**PROBLEM TO SOLVE**
After reading the data below, copy out every line that contains the word "Московська".

**DATA TO EXAMINE**
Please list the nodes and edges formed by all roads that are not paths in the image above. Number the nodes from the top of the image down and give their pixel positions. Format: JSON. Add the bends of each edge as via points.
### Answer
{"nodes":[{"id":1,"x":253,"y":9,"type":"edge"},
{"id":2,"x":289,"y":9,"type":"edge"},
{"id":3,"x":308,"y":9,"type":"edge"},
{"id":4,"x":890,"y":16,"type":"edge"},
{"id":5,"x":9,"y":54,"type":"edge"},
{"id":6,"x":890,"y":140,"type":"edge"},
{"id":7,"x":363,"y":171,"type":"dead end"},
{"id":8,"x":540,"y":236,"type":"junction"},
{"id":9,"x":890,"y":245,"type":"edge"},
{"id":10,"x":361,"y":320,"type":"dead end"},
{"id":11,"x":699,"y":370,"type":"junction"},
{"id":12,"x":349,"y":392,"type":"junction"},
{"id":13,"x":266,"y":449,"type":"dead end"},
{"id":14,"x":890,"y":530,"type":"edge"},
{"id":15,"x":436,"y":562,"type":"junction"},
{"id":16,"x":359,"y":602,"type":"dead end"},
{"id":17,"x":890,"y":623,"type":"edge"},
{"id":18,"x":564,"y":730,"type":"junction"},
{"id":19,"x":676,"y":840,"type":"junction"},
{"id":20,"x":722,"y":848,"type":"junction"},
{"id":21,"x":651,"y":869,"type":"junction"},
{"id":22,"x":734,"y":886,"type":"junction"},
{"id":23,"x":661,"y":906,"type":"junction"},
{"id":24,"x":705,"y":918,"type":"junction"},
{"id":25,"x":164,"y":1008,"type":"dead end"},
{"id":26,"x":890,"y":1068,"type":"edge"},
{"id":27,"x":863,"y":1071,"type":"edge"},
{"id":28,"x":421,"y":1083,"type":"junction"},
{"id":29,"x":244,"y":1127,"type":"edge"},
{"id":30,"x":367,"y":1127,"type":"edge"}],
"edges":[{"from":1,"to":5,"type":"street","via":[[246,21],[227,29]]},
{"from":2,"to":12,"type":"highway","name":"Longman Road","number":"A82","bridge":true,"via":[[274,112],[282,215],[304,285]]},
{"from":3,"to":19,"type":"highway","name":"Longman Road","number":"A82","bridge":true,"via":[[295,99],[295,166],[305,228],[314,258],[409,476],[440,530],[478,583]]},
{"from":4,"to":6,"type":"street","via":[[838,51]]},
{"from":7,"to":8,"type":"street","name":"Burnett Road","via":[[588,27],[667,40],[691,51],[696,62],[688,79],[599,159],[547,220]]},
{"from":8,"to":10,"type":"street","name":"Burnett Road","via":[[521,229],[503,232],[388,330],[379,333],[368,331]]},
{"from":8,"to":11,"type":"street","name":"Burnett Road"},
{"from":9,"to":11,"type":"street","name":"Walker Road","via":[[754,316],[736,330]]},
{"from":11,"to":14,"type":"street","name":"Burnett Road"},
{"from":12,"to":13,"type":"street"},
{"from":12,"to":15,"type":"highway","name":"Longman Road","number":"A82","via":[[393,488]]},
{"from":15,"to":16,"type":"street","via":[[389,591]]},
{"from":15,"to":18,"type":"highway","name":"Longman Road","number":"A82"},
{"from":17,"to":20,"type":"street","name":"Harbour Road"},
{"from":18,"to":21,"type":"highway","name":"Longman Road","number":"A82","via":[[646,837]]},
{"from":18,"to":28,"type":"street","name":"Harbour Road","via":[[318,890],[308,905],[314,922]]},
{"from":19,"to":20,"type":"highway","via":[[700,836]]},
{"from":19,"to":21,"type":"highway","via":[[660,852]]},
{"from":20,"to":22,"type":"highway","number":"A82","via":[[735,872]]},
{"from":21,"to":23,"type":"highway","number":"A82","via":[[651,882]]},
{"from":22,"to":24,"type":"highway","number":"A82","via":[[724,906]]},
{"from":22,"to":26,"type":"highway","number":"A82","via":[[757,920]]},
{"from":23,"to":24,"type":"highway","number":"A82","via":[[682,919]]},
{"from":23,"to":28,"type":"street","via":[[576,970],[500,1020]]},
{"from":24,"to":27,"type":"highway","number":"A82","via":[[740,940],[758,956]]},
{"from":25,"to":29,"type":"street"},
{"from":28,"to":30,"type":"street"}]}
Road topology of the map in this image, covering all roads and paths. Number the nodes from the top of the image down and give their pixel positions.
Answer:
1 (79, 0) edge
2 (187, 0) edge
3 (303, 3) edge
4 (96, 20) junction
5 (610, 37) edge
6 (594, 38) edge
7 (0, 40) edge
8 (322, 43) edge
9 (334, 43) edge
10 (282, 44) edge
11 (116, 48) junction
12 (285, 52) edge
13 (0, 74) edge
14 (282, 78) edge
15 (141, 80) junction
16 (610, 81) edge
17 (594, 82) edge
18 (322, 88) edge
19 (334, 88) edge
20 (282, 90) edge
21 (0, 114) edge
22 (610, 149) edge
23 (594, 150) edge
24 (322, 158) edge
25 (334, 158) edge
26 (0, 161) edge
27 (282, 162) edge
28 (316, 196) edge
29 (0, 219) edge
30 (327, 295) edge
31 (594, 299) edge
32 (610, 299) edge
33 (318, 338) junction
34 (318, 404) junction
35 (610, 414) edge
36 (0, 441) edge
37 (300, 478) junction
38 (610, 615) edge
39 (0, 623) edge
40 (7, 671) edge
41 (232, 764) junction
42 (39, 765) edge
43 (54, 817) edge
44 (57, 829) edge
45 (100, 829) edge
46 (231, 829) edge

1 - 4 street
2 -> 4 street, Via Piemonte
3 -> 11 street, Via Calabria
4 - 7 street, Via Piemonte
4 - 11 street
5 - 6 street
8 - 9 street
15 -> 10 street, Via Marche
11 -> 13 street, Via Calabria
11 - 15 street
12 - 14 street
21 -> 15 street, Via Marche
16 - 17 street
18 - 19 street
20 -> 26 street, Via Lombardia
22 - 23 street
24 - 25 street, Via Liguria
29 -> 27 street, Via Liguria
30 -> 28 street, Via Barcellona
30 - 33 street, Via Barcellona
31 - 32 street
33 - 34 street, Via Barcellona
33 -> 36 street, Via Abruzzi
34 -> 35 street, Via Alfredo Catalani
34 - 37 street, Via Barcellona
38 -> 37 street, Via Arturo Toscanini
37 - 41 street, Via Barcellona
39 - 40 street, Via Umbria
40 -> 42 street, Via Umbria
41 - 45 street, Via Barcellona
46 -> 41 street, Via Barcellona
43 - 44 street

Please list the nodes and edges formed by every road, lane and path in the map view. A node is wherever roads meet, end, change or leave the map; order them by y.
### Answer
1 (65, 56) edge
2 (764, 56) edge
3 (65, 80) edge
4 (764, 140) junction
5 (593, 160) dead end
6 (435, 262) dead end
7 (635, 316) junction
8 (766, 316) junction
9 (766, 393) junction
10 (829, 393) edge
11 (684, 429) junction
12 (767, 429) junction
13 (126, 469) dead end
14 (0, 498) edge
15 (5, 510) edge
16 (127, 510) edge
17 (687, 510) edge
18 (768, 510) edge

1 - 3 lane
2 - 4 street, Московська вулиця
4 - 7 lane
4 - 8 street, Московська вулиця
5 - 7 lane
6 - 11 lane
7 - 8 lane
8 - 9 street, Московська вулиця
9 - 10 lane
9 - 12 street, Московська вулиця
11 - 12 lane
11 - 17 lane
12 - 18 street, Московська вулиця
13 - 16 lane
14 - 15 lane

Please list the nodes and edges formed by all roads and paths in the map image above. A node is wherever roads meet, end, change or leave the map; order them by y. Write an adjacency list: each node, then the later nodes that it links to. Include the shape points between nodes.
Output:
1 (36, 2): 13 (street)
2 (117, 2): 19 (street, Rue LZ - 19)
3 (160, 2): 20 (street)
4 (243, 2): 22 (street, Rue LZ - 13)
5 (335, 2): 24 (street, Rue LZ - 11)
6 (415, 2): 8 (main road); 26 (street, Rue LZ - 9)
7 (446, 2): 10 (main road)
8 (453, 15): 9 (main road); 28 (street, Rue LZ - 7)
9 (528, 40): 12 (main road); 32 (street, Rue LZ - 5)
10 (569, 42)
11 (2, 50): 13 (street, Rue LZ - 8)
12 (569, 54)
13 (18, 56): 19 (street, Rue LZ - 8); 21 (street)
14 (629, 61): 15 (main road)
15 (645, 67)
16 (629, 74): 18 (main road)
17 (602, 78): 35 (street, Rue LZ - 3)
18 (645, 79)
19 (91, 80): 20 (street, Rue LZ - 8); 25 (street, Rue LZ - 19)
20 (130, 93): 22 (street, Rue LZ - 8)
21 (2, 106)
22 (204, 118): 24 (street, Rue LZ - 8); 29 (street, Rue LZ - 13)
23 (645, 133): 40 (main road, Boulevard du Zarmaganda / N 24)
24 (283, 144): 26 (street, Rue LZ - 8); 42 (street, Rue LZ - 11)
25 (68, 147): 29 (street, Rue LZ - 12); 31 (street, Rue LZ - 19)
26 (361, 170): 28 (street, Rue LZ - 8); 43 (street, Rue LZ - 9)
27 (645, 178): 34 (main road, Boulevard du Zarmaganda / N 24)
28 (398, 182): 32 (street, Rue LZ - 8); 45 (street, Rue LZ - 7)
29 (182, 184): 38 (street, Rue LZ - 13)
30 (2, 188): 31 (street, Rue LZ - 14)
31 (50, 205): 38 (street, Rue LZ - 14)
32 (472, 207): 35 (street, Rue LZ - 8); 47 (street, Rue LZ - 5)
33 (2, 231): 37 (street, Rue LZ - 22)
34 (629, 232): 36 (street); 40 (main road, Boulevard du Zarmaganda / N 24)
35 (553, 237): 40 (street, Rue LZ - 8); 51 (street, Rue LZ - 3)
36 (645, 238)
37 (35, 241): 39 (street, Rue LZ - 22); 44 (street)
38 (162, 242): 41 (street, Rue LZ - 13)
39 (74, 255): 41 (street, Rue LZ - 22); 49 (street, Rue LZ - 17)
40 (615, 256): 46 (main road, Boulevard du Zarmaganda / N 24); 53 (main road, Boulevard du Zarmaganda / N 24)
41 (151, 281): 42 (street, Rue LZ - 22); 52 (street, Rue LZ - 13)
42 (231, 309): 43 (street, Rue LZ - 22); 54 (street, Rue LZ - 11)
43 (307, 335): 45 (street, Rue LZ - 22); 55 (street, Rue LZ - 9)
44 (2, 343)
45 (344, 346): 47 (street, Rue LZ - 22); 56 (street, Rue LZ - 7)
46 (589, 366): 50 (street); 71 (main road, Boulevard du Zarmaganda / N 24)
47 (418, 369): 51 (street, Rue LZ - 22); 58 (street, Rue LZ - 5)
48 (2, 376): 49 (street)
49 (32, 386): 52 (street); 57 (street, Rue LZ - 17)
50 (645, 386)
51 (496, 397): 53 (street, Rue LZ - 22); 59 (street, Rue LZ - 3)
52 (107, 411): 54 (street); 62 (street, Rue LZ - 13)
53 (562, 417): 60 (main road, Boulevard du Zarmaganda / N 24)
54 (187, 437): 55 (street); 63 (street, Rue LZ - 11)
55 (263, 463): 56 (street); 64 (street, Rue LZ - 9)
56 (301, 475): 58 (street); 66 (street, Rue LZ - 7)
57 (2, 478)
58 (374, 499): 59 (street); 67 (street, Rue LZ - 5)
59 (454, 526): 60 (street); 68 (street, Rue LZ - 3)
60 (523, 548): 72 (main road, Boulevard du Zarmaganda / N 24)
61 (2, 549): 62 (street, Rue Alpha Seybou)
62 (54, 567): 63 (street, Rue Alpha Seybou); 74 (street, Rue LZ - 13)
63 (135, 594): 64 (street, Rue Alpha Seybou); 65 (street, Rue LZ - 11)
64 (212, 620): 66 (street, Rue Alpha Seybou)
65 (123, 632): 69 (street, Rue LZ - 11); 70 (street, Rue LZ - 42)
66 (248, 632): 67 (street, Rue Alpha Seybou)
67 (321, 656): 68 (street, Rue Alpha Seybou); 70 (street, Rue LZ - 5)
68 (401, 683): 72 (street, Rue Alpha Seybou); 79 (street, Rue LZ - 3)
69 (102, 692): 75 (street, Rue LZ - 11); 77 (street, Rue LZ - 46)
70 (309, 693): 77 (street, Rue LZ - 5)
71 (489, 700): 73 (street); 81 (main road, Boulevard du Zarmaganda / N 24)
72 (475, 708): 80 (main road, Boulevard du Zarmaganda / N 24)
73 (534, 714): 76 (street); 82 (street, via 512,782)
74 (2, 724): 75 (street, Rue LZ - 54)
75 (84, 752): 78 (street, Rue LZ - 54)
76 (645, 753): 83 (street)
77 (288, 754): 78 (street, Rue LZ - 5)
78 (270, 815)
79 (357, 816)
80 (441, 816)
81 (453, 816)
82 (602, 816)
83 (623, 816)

**RESPONSE**
2 - 4 street, Московська вулиця
4 - 8 street, Московська вулиця
8 - 9 street, Московська вулиця
9 - 12 street, Московська вулиця
12 - 18 street, Московська вулиця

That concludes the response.